New Paid Family Leave Regulations Released
As most California employers know, the new Paid Family Leave (PFL) law kicked into action this summer, providing partial wage-replacement benefits for workers who take time off to care for a seriously ill family member or bond with a new child. At the same time, the state Employment Development Department released new PFL regulations that are now in effect. These rules spell out benefits claims procedures, detail eligibility and waiting-period criteria, and provide numerous useful examples.
Cases Examine Scope Of Minister Exception Under Title VII
The Ninth Circuit Court of Appeal, in two recent decisions, has considered the “ministerial exception” to Title VII, the federal antibias law. The exception bars most discrimination lawsuits against religious organizations for personnel decisions regarding ministers claiming that the free-exercise clause of the U.S. Constitution is violated if courts inquire into the religious reasons behind such decisions. In one new case, the Ninth Circuit said the ministerial exception barred a suit by minister Andrew Werft, who claimed the Vista de la Montana United Methodist Church in Tucson, Ariz., failed to accommodate his disabilities.1 But in the other case, the court said minister Monica McDowell Elvig could sue the Calvin Presbyterian Church of Shoreline, Wash., for sexual harassment and retaliation because alleged decisions to engage in and permit harassment aren’t personnel decisions that trigger the ministerial exception.
Recent DOT Trucker Safety Rules Thrown Out
Last year, the U.S. Department of Transportation (DOT) issued revised rules regulating driving hours and rest periods for professional truckers. The DOT said the new rules would boost safety, but safety advocates argued they could actually make drivers more tired because they permitted truckers to drive up to 11 consecutive hours, one more hour than under the old rules, despite increased rest periods. Now a federal appeal court has thrown out the rules because the agency didn’t consider the impact on drivers’ health. The old rules will likely be put back into effect while the DOT works on revisions.

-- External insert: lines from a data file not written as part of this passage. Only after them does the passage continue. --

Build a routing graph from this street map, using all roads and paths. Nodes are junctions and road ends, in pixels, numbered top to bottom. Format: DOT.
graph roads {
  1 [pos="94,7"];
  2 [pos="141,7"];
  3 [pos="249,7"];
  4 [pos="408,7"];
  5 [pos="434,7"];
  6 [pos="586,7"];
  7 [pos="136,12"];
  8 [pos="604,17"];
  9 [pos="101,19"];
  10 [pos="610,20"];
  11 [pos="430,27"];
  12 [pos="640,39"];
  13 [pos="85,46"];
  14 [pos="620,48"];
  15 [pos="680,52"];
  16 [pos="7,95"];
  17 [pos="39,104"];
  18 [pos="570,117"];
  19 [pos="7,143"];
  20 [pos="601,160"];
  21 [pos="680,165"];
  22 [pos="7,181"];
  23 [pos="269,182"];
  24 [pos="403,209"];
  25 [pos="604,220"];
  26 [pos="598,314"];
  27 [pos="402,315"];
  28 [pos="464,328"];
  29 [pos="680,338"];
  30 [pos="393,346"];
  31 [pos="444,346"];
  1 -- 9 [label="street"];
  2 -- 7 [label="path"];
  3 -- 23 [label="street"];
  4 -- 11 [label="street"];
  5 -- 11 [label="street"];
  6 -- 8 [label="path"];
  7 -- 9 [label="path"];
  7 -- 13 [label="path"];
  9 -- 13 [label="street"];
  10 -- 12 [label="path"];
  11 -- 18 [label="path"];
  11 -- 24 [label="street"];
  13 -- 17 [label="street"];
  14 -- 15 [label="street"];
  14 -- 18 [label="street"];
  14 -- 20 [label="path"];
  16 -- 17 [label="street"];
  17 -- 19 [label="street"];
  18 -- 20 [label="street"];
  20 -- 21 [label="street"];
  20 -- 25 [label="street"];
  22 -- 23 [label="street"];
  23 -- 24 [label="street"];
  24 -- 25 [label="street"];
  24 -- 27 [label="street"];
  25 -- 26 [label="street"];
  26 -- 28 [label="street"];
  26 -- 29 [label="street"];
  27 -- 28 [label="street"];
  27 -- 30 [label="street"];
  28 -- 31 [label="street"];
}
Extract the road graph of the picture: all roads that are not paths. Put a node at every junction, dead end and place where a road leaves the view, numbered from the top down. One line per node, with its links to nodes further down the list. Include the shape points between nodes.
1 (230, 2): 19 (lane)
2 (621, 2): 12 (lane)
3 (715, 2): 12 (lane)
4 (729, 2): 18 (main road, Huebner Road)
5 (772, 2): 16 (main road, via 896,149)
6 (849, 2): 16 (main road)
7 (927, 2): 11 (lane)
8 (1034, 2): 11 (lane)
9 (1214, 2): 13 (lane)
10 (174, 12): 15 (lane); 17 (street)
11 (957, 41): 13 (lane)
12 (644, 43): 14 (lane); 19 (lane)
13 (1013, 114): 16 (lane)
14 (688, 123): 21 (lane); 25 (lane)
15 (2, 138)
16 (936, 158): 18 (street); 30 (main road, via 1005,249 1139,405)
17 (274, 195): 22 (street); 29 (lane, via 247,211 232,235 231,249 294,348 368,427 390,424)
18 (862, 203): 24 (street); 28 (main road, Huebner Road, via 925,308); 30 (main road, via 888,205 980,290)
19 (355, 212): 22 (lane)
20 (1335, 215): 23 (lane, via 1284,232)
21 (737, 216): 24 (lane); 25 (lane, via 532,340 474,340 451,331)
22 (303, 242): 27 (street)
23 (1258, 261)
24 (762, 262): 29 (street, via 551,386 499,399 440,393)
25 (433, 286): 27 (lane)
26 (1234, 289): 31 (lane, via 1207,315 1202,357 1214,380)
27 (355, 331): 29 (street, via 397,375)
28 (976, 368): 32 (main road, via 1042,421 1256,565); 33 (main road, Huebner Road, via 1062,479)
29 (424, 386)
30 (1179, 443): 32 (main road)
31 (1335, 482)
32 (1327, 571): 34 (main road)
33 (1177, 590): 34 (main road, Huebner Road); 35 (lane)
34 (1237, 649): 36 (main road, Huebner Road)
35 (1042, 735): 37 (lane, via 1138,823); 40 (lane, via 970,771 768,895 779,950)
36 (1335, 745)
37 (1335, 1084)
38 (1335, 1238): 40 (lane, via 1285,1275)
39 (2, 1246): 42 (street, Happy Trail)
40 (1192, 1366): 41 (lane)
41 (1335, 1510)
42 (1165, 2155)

Ruling Addresses Mandatory Arbitration For Job Applicants
An arbitration provision in a job application won’t bind applicants who aren’t hired unless the clause clearly states that it applies regardless of whether the person is ultimately hired, a California appeal court has stated. The court took the opportunity to comment on this subject in a case involving an arbitration provision in an application to open a brokerage account. In the case, the court rejected Charles Schwab & Co.’s argument that Cynthia Lopez was bound by mandatory arbitration terms in a brokerage account application she signed, even though Schwab rejected her application.